What you are asked to do: All entries below must be reproduced without a single change.

Stored data:
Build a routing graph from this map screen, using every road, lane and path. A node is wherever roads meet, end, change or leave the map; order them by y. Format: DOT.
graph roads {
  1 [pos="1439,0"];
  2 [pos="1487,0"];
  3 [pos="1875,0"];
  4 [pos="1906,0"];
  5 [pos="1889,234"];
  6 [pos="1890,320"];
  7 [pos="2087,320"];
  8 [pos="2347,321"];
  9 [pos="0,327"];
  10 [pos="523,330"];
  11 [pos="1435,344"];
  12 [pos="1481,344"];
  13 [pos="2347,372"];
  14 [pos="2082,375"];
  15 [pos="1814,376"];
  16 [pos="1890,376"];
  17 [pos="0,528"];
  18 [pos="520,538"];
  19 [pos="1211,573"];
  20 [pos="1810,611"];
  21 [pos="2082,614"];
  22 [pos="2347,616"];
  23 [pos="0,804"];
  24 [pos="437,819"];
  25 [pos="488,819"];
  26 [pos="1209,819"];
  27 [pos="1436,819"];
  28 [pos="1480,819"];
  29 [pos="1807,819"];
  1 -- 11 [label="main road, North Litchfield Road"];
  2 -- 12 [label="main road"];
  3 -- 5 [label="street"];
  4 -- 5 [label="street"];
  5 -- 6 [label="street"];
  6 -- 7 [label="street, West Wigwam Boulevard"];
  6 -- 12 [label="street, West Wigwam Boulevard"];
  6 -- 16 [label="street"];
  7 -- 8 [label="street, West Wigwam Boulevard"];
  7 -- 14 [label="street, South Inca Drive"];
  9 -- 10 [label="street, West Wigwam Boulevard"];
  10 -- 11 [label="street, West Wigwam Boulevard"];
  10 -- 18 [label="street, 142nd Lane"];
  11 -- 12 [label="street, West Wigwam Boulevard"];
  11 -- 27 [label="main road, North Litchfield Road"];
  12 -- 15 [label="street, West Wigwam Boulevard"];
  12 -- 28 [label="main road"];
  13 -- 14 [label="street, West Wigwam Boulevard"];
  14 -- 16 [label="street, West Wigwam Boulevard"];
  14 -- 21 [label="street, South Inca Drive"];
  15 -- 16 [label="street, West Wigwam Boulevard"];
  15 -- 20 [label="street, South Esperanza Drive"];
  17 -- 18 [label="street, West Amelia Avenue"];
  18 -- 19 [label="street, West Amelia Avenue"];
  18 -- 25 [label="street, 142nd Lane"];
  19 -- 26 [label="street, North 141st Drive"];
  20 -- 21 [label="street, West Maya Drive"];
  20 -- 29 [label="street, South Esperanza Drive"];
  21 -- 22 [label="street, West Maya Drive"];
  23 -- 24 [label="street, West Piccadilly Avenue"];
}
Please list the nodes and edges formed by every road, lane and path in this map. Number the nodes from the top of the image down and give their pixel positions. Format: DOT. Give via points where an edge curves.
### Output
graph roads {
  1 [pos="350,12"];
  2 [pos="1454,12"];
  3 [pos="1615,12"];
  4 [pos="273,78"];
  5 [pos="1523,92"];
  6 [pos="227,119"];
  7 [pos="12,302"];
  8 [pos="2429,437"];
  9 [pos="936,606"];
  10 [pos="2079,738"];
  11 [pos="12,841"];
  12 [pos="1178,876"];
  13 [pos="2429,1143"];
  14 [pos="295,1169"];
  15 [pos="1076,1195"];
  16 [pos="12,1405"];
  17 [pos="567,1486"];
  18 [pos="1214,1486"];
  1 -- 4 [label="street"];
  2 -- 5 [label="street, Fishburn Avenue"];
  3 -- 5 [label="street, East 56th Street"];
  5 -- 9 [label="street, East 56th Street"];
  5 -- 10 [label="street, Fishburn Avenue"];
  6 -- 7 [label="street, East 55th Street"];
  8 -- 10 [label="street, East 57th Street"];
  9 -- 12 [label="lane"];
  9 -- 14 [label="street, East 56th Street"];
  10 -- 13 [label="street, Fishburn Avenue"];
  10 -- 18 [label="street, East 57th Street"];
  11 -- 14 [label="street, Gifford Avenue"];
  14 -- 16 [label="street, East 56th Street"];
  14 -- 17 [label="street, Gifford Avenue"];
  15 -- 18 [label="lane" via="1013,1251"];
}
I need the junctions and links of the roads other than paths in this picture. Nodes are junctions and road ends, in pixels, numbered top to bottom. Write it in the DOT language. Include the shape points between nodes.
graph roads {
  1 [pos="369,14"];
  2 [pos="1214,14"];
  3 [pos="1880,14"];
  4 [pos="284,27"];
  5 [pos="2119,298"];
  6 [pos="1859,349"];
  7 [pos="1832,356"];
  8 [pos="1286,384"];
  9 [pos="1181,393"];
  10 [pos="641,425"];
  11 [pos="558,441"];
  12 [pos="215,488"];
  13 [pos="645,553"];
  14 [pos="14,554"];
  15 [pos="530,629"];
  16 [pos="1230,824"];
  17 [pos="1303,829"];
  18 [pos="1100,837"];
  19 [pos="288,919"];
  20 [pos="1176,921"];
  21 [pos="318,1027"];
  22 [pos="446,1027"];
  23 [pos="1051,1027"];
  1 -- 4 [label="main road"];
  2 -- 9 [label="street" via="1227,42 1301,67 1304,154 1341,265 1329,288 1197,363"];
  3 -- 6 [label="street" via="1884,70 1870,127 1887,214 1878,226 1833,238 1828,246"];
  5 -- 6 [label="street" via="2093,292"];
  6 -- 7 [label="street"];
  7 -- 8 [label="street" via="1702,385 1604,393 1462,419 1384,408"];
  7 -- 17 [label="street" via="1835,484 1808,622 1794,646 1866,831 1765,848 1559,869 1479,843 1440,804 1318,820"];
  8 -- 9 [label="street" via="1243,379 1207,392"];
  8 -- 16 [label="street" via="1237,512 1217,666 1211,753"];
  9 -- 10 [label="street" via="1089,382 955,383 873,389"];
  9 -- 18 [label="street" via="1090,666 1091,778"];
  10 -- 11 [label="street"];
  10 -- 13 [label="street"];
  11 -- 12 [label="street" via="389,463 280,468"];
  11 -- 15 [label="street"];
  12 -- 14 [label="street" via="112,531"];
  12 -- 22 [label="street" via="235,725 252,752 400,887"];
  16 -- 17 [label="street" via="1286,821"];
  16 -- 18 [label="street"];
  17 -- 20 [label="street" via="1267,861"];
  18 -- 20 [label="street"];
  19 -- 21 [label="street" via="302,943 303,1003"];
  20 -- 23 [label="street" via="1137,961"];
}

Response to this exercise:
Build a routing graph from this map screen, using every road, lane and path. A node is wherever roads meet, end, change or leave the map; order them by y. Format: DOT.
graph roads {
  1 [pos="1439,0"];
  2 [pos="1487,0"];
  3 [pos="1875,0"];
  4 [pos="1906,0"];
  5 [pos="1889,234"];
  6 [pos="1890,320"];
  7 [pos="2087,320"];
  8 [pos="2347,321"];
  9 [pos="0,327"];
  10 [pos="523,330"];
  11 [pos="1435,344"];
  12 [pos="1481,344"];
  13 [pos="2347,372"];
  14 [pos="2082,375"];
  15 [pos="1814,376"];
  16 [pos="1890,376"];
  17 [pos="0,528"];
  18 [pos="520,538"];
  19 [pos="1211,573"];
  20 [pos="1810,611"];
  21 [pos="2082,614"];
  22 [pos="2347,616"];
  23 [pos="0,804"];
  24 [pos="437,819"];
  25 [pos="488,819"];
  26 [pos="1209,819"];
  27 [pos="1436,819"];
  28 [pos="1480,819"];
  29 [pos="1807,819"];
  1 -- 11 [label="main road, North Litchfield Road"];
  2 -- 12 [label="main road"];
  3 -- 5 [label="street"];
  4 -- 5 [label="street"];
  5 -- 6 [label="street"];
  6 -- 7 [label="street, West Wigwam Boulevard"];
  6 -- 12 [label="street, West Wigwam Boulevard"];
  6 -- 16 [label="street"];
  7 -- 8 [label="street, West Wigwam Boulevard"];
  7 -- 14 [label="street, South Inca Drive"];
  9 -- 10 [label="street, West Wigwam Boulevard"];
  10 -- 11 [label="street, West Wigwam Boulevard"];
  10 -- 18 [label="street, 142nd Lane"];
  11 -- 12 [label="street, West Wigwam Boulevard"];
  11 -- 27 [label="main road, North Litchfield Road"];
  12 -- 15 [label="street, West Wigwam Boulevard"];
  12 -- 28 [label="main road"];
  13 -- 14 [label="street, West Wigwam Boulevard"];
  14 -- 16 [label="street, West Wigwam Boulevard"];
  14 -- 21 [label="street, South Inca Drive"];
  15 -- 16 [label="street, West Wigwam Boulevard"];
  15 -- 20 [label="street, South Esperanza Drive"];
  17 -- 18 [label="street, West Amelia Avenue"];
  18 -- 19 [label="street, West Amelia Avenue"];
  18 -- 25 [label="street, 142nd Lane"];
  19 -- 26 [label="street, North 141st Drive"];
  20 -- 21 [label="street, West Maya Drive"];
  20 -- 29 [label="street, South Esperanza Drive"];
  21 -- 22 [label="street, West Maya Drive"];
  23 -- 24 [label="street, West Piccadilly Avenue"];
}
Please list the nodes and edges formed by every road, lane and path in this map. Number the nodes from the top of the image down and give their pixel positions. Format: DOT. Give via points where an edge curves.
### Output
graph roads {
  1 [pos="350,12"];
  2 [pos="1454,12"];
  3 [pos="1615,12"];
  4 [pos="273,78"];
  5 [pos="1523,92"];
  6 [pos="227,119"];
  7 [pos="12,302"];
  8 [pos="2429,437"];
  9 [pos="936,606"];
  10 [pos="2079,738"];
  11 [pos="12,841"];
  12 [pos="1178,876"];
  13 [pos="2429,1143"];
  14 [pos="295,1169"];
  15 [pos="1076,1195"];
  16 [pos="12,1405"];
  17 [pos="567,1486"];
  18 [pos="1214,1486"];
  1 -- 4 [label="street"];
  2 -- 5 [label="street, Fishburn Avenue"];
  3 -- 5 [label="street, East 56th Street"];
  5 -- 9 [label="street, East 56th Street"];
  5 -- 10 [label="street, Fishburn Avenue"];
  6 -- 7 [label="street, East 55th Street"];
  8 -- 10 [label="street, East 57th Street"];
  9 -- 12 [label="lane"];
  9 -- 14 [label="street, East 56th Street"];
  10 -- 13 [label="street, Fishburn Avenue"];
  10 -- 18 [label="street, East 57th Street"];
  11 -- 14 [label="street, Gifford Avenue"];
  14 -- 16 [label="street, East 56th Street"];
  14 -- 17 [label="street, Gifford Avenue"];
  15 -- 18 [label="lane" via="1013,1251"];
}
I need the junctions and links of the roads other than paths in this picture. Nodes are junctions and road ends, in pixels, numbered top to bottom. Write it in the DOT language. Include the shape points between nodes.
graph roads {
  1 [pos="369,14"];
  2 [pos="1214,14"];
  3 [pos="1880,14"];
  4 [pos="284,27"];
  5 [pos="2119,298"];
  6 [pos="1859,349"];
  7 [pos="1832,356"];
  8 [pos="1286,384"];
  9 [pos="1181,393"];
  10 [pos="641,425"];
  11 [pos="558,441"];
  12 [pos="215,488"];
  13 [pos="645,553"];
  14 [pos="14,554"];
  15 [pos="530,629"];
  16 [pos="1230,824"];
  17 [pos="1303,829"];
  18 [pos="1100,837"];
  19 [pos="288,919"];
  20 [pos="1176,921"];
  21 [pos="318,1027"];
  22 [pos="446,1027"];
  23 [pos="1051,1027"];
  1 -- 4 [label="main road"];
  2 -- 9 [label="street" via="1227,42 1301,67 1304,154 1341,265 1329,288 1197,363"];
  3 -- 6 [label="street" via="1884,70 1870,127 1887,214 1878,226 1833,238 1828,246"];
  5 -- 6 [label="street" via="2093,292"];
  6 -- 7 [label="street"];
  7 -- 8 [label="street" via="1702,385 1604,393 1462,419 1384,408"];
  7 -- 17 [label="street" via="1835,484 1808,622 1794,646 1866,831 1765,848 1559,869 1479,843 1440,804 1318,820"];
  8 -- 9 [label="street" via="1243,379 1207,392"];
  8 -- 16 [label="street" via="1237,512 1217,666 1211,753"];
  9 -- 10 [label="street" via="1089,382 955,383 873,389"];
  9 -- 18 [label="street" via="1090,666 1091,778"];
  10 -- 11 [label="street"];
  10 -- 13 [label="street"];
  11 -- 12 [label="street" via="389,463 280,468"];
  11 -- 15 [label="street"];
  12 -- 14 [label="street" via="112,531"];
  12 -- 22 [label="street" via="235,725 252,752 400,887"];
  16 -- 17 [label="street" via="1286,821"];
  16 -- 18 [label="street"];
  17 -- 20 [label="street" via="1267,861"];
  18 -- 20 [label="street"];
  19 -- 21 [label="street" via="302,943 303,1003"];
  20 -- 23 [label="street" via="1137,961"];
}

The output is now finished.